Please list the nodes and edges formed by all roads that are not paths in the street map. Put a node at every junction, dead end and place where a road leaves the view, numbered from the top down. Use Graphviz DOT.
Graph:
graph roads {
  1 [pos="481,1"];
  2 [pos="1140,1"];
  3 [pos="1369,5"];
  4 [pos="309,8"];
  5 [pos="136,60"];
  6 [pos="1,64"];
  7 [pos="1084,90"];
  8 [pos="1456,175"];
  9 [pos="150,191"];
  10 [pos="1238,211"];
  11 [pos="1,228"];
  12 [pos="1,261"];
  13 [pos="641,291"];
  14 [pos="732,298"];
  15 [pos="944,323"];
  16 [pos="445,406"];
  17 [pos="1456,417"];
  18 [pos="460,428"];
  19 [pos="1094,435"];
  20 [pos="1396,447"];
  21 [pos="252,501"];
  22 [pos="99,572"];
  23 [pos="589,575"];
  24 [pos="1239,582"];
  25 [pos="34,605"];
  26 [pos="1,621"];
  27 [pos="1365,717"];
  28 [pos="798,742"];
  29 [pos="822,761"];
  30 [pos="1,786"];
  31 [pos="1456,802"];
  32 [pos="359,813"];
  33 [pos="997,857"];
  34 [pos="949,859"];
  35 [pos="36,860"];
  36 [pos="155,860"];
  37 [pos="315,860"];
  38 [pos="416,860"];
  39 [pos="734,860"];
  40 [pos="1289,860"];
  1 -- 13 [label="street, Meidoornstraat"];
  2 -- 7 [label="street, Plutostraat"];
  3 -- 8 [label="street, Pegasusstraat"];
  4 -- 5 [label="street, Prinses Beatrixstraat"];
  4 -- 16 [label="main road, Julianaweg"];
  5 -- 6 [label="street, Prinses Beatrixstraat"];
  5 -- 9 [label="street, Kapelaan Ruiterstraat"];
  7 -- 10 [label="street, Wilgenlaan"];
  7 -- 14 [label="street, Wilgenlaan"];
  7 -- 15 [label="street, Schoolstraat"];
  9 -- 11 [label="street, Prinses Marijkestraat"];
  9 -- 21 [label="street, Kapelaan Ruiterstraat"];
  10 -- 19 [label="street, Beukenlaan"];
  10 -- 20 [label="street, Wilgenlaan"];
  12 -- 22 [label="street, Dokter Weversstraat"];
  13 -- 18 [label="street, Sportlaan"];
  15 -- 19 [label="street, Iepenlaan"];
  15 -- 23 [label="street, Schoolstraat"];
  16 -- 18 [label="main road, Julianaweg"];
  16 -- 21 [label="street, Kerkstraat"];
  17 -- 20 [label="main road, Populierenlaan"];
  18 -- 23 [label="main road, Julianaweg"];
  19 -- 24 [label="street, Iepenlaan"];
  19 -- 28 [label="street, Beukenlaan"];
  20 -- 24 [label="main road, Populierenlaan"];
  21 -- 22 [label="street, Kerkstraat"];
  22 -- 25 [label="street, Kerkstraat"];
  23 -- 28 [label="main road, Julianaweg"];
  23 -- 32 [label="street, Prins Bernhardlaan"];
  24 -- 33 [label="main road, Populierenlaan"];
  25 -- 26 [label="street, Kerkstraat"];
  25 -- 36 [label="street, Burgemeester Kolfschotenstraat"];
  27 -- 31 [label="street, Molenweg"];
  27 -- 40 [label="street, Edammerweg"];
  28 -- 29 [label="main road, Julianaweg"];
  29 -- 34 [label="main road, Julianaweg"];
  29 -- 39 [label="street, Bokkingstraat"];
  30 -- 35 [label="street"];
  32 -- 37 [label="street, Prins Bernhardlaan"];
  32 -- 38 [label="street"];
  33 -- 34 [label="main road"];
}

Task brief >> Could you write out all the records exactly, please?

Written solution >>
Please list the nodes and edges formed by all roads that are not paths in the street map. Put a node at every junction, dead end and place where a road leaves the view, numbered from the top down. Use Graphviz DOT.
Graph:
graph roads {
  1 [pos="481,1"];
  2 [pos="1140,1"];
  3 [pos="1369,5"];
  4 [pos="309,8"];
  5 [pos="136,60"];
  6 [pos="1,64"];
  7 [pos="1084,90"];
  8 [pos="1456,175"];
  9 [pos="150,191"];
  10 [pos="1238,211"];
  11 [pos="1,228"];
  12 [pos="1,261"];
  13 [pos="641,291"];
  14 [pos="732,298"];
  15 [pos="944,323"];
  16 [pos="445,406"];
  17 [pos="1456,417"];
  18 [pos="460,428"];
  19 [pos="1094,435"];
  20 [pos="1396,447"];
  21 [pos="252,501"];
  22 [pos="99,572"];
  23 [pos="589,575"];
  24 [pos="1239,582"];
  25 [pos="34,605"];
  26 [pos="1,621"];
  27 [pos="1365,717"];
  28 [pos="798,742"];
  29 [pos="822,761"];
  30 [pos="1,786"];
  31 [pos="1456,802"];
  32 [pos="359,813"];
  33 [pos="997,857"];
  34 [pos="949,859"];
  35 [pos="36,860"];
  36 [pos="155,860"];
  37 [pos="315,860"];
  38 [pos="416,860"];
  39 [pos="734,860"];
  40 [pos="1289,860"];
  1 -- 13 [label="street, Meidoornstraat"];
  2 -- 7 [label="street, Plutostraat"];
  3 -- 8 [label="street, Pegasusstraat"];
  4 -- 5 [label="street, Prinses Beatrixstraat"];
  4 -- 16 [label="main road, Julianaweg"];
  5 -- 6 [label="street, Prinses Beatrixstraat"];
  5 -- 9 [label="street, Kapelaan Ruiterstraat"];
  7 -- 10 [label="street, Wilgenlaan"];
  7 -- 14 [label="street, Wilgenlaan"];
  7 -- 15 [label="street, Schoolstraat"];
  9 -- 11 [label="street, Prinses Marijkestraat"];
  9 -- 21 [label="street, Kapelaan Ruiterstraat"];
  10 -- 19 [label="street, Beukenlaan"];
  10 -- 20 [label="street, Wilgenlaan"];
  12 -- 22 [label="street, Dokter Weversstraat"];
  13 -- 18 [label="street, Sportlaan"];
  15 -- 19 [label="street, Iepenlaan"];
  15 -- 23 [label="street, Schoolstraat"];
  16 -- 18 [label="main road, Julianaweg"];
  16 -- 21 [label="street, Kerkstraat"];
  17 -- 20 [label="main road, Populierenlaan"];
  18 -- 23 [label="main road, Julianaweg"];
  19 -- 24 [label="street, Iepenlaan"];
  19 -- 28 [label="street, Beukenlaan"];
  20 -- 24 [label="main road, Populierenlaan"];
  21 -- 22 [label="street, Kerkstraat"];
  22 -- 25 [label="street, Kerkstraat"];
  23 -- 28 [label="main road, Julianaweg"];
  23 -- 32 [label="street, Prins Bernhardlaan"];
  24 -- 33 [label="main road, Populierenlaan"];
  25 -- 26 [label="street, Kerkstraat"];
  25 -- 36 [label="street, Burgemeester Kolfschotenstraat"];
  27 -- 31 [label="street, Molenweg"];
  27 -- 40 [label="street, Edammerweg"];
  28 -- 29 [label="main road, Julianaweg"];
  29 -- 34 [label="main road, Julianaweg"];
  29 -- 39 [label="street, Bokkingstraat"];
  30 -- 35 [label="street"];
  32 -- 37 [label="street, Prins Bernhardlaan"];
  32 -- 38 [label="street"];
  33 -- 34 [label="main road"];
}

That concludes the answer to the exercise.